As a leftist independent stuck voting for the Democratic party as the lesser of two evils in a heavily Republican district in Ohio, election night can be wildly disappointing. But that doesn’t mean I’ll stop caring, paying attention or voting.
From my count, not a single candidate for whom I voted actually won their respective election. In a political sphere where there are most often only two options, this is common. Not just for me, but for most Americans.
This past Election Day was my second experience voting in Ohio and my second experience of overwhelming disappointment.
Sam Lawrence lost. Vanessa Enoch lost. Tim Ryan lost. Nan Whaley lost. It’s disheartening.
But giving up is never the answer to this frustration.
I’m not the only left-leaning person in Oxford who wanted a better Election Day result. Thousands of people in Butler County were disappointed and will continue to see a red trend in this district.
However, it is crucially important to keep caring.
Even though every election is touted as “the most important election of our lives,” making each election feel more trivial than the last, the tagline is always true.
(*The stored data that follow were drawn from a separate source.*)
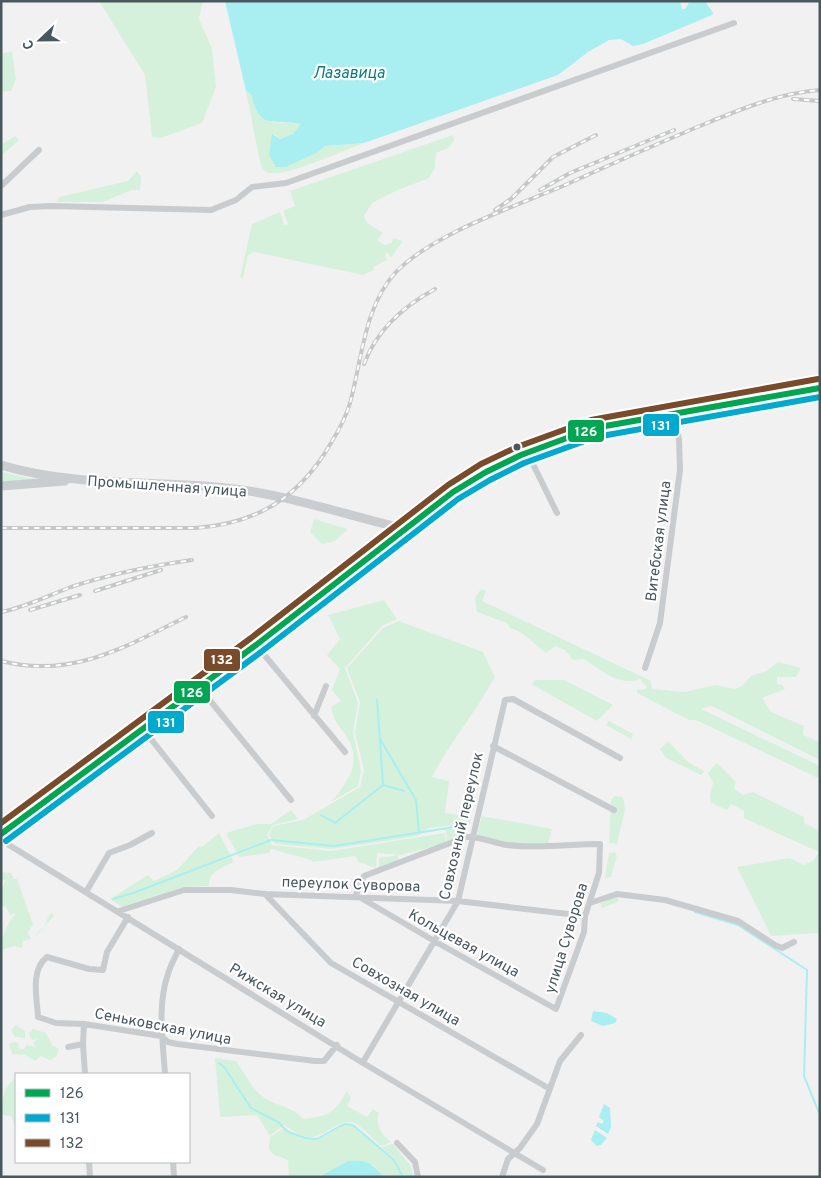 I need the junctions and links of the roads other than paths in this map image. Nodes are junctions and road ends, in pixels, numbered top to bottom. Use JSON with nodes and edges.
{"nodes":[{"id":1,"x":734,"y":24,"type":"dead end"},
{"id":2,"x":38,"y":150,"type":"dead end"},
{"id":3,"x":1,"y":186,"type":"edge"},
{"id":4,"x":1,"y":215,"type":"edge"},
{"id":5,"x":820,"y":388,"type":"edge"},
{"id":6,"x":674,"y":414,"type":"junction"},
{"id":7,"x":528,"y":452,"type":"junction"},
{"id":8,"x":1,"y":466,"type":"edge"},
{"id":9,"x":75,"y":480,"type":"junction"},
{"id":10,"x":1,"y":486,"type":"edge"},
{"id":11,"x":557,"y":513,"type":"dead end"},
{"id":12,"x":405,"y":529,"type":"junction"},
{"id":13,"x":256,"y":645,"type":"junction"},
{"id":14,"x":645,"y":668,"type":"dead end"},
{"id":15,"x":326,"y":686,"type":"dead end"},
{"id":16,"x":199,"y":687,"type":"junction"},
{"id":17,"x":314,"y":716,"type":"junction"},
{"id":18,"x":143,"y":729,"type":"junction"},
{"id":19,"x":493,"y":746,"type":"junction"},
{"id":20,"x":345,"y":752,"type":"dead end"},
{"id":21,"x":620,"y":758,"type":"dead end"},
{"id":22,"x":291,"y":800,"type":"dead end"},
{"id":23,"x":611,"y":808,"type":"dead end"},
{"id":24,"x":212,"y":816,"type":"dead end"},
{"id":25,"x":152,"y":832,"type":"dead end"},
{"id":26,"x":1,"y":834,"type":"edge"},
{"id":27,"x":473,"y":837,"type":"junction"},
{"id":28,"x":1,"y":840,"type":"edge"},
{"id":29,"x":86,"y":892,"type":"junction"},
{"id":30,"x":265,"y":894,"type":"junction"},
{"id":31,"x":358,"y":897,"type":"junction"},
{"id":32,"x":458,"y":901,"type":"junction"},
{"id":33,"x":590,"y":902,"type":"junction"},
{"id":34,"x":119,"y":912,"type":"junction"},
{"id":35,"x":585,"y":916,"type":"junction"},
{"id":36,"x":128,"y":917,"type":"junction"},
{"id":37,"x":436,"y":942,"type":"junction"},
{"id":38,"x":794,"y":942,"type":"dead end"},
{"id":39,"x":178,"y":949,"type":"junction"},
{"id":40,"x":399,"y":1003,"type":"junction"},
{"id":41,"x":556,"y":1008,"type":"joint"},
{"id":42,"x":84,"y":1024,"type":"junction"},
{"id":43,"x":581,"y":1035,"type":"dead end"},
{"id":44,"x":161,"y":1036,"type":"junction"},
{"id":45,"x":83,"y":1044,"type":"junction"},
{"id":46,"x":337,"y":1045,"type":"junction"},
{"id":47,"x":68,"y":1047,"type":"dead end"},
{"id":48,"x":363,"y":1062,"type":"junction"},
{"id":49,"x":85,"y":1073,"type":"edge"},
{"id":50,"x":165,"y":1073,"type":"edge"},
{"id":51,"x":550,"y":1089,"type":"junction"},
{"id":52,"x":397,"y":1143,"type":"dead end"},
{"id":53,"x":514,"y":1153,"type":"junction"},
{"id":54,"x":89,"y":1163,"type":"edge"},
{"id":55,"x":173,"y":1163,"type":"edge"},
{"id":56,"x":543,"y":1170,"type":"dead end"},
{"id":57,"x":90,"y":1177,"type":"edge"},
{"id":58,"x":174,"y":1177,"type":"edge"},
{"id":59,"x":418,"y":1177,"type":"edge"},
{"id":60,"x":502,"y":1177,"type":"edge"}],
"edges":[{"from":1,"to":4,"type":"street"},
{"from":2,"to":3,"type":"street"},
{"from":5,"to":6,"type":"main road"},
{"from":6,"to":7,"type":"main road"},
{"from":6,"to":14,"type":"street","name":"Витебская улица"},
{"from":7,"to":11,"type":"street"},
{"from":7,"to":12,"type":"main road"},
{"from":8,"to":9,"type":"main road"},
{"from":9,"to":10,"type":"main road"},
{"from":9,"to":12,"type":"main road","name":"Промышленная улица"},
{"from":12,"to":13,"type":"main road"},
{"from":13,"to":16,"type":"main road"},
{"from":13,"to":17,"type":"street"},
{"from":15,"to":17,"type":"street"},
{"from":16,"to":18,"type":"main road"},
{"from":16,"to":22,"type":"street"},
{"from":17,"to":20,"type":"street"},
{"from":18,"to":24,"type":"street"},
{"from":18,"to":26,"type":"main road"},
{"from":19,"to":21,"type":"street","name":"Совхозный переулок"},
{"from":19,"to":23,"type":"street"},
{"from":19,"to":27,"type":"street","name":"Совхозный переулок"},
{"from":25,"to":29,"type":"street"},
{"from":27,"to":31,"type":"street"},
{"from":27,"to":32,"type":"street","name":"Совхозный переулок"},
{"from":27,"to":33,"type":"street","name":"улица Суворова"},
{"from":28,"to":29,"type":"street","name":"Рижская улица"},
{"from":29,"to":34,"type":"street","name":"Рижская улица"},
{"from":30,"to":31,"type":"street","name":"переулок Суворова"},
{"from":30,"to":34,"type":"street","name":"переулок Суворова"},
{"from":30,"to":40,"type":"street","name":"Совхозная улица"},
{"from":31,"to":32,"type":"street","name":"переулок Суворова"},
{"from":31,"to":37,"type":"street","name":"Кольцевая улица"},
{"from":32,"to":35,"type":"street","name":"переулок Суворова"},
{"from":32,"to":37,"type":"street","name":"Совхозный переулок"},
{"from":33,"to":35,"type":"street","name":"улица Суворова"},
{"from":33,"to":38,"type":"street"},
{"from":34,"to":36,"type":"street","name":"Рижская улица"},
{"from":35,"to":41,"type":"street","name":"улица Суворова"},
{"from":36,"to":39,"type":"street","name":"Рижская улица"},
{"from":36,"to":42,"type":"street","name":"Сеньковская улица"},
{"from":37,"to":40,"type":"street","name":"Совхозный переулок"},
{"from":37,"to":41,"type":"street","name":"Кольцевая улица"},
{"from":39,"to":44,"type":"street"},
{"from":39,"to":46,"type":"street","name":"Рижская улица"},
{"from":40,"to":48,"type":"street","name":"Совхозный переулок"},
{"from":40,"to":51,"type":"street","name":"Совхозная улица"},
{"from":42,"to":44,"type":"street","name":"Сеньковская улица"},
{"from":42,"to":45,"type":"street"},
{"from":43,"to":51,"type":"street"},
{"from":44,"to":46,"type":"street","name":"Сеньковская улица"},
{"from":44,"to":50,"type":"street"},
{"from":45,"to":47,"type":"street"},
{"from":45,"to":49,"type":"street"},
{"from":46,"to":48,"type":"street","name":"Рижская улица"},
{"from":48,"to":53,"type":"street","name":"Рижская улица"},
{"from":51,"to":53,"type":"street"},
{"from":52,"to":59,"type":"street"},
{"from":53,"to":56,"type":"street","name":"Рижская улица"},
{"from":53,"to":60,"type":"street"},
{"from":54,"to":57,"type":"street"},
{"from":55,"to":58,"type":"street"}]}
All elections — nay, every individual election is the most important of our lives. Voting is the most important function of a democracy, and continuing to vote is the only way to make a difference, even if nothing changes in your district for a long, long time.
Whether you’re a Democrat in rural Oxford or a Republican in urban Cleveland, you need to keep showing up, keep organizing and keep voting.
We saw evidence of higher turnout this past election day than we do at most midterms. Democrats flipped the Republican Pat Toomey’s senate seat in Pennsylvania. Republicans flipped Sean Patrick Maloney’s House seat in New York. A Democrat retained her Governorship in Kansas.
These were huge wins, and not expected outcomes of the 2022 election.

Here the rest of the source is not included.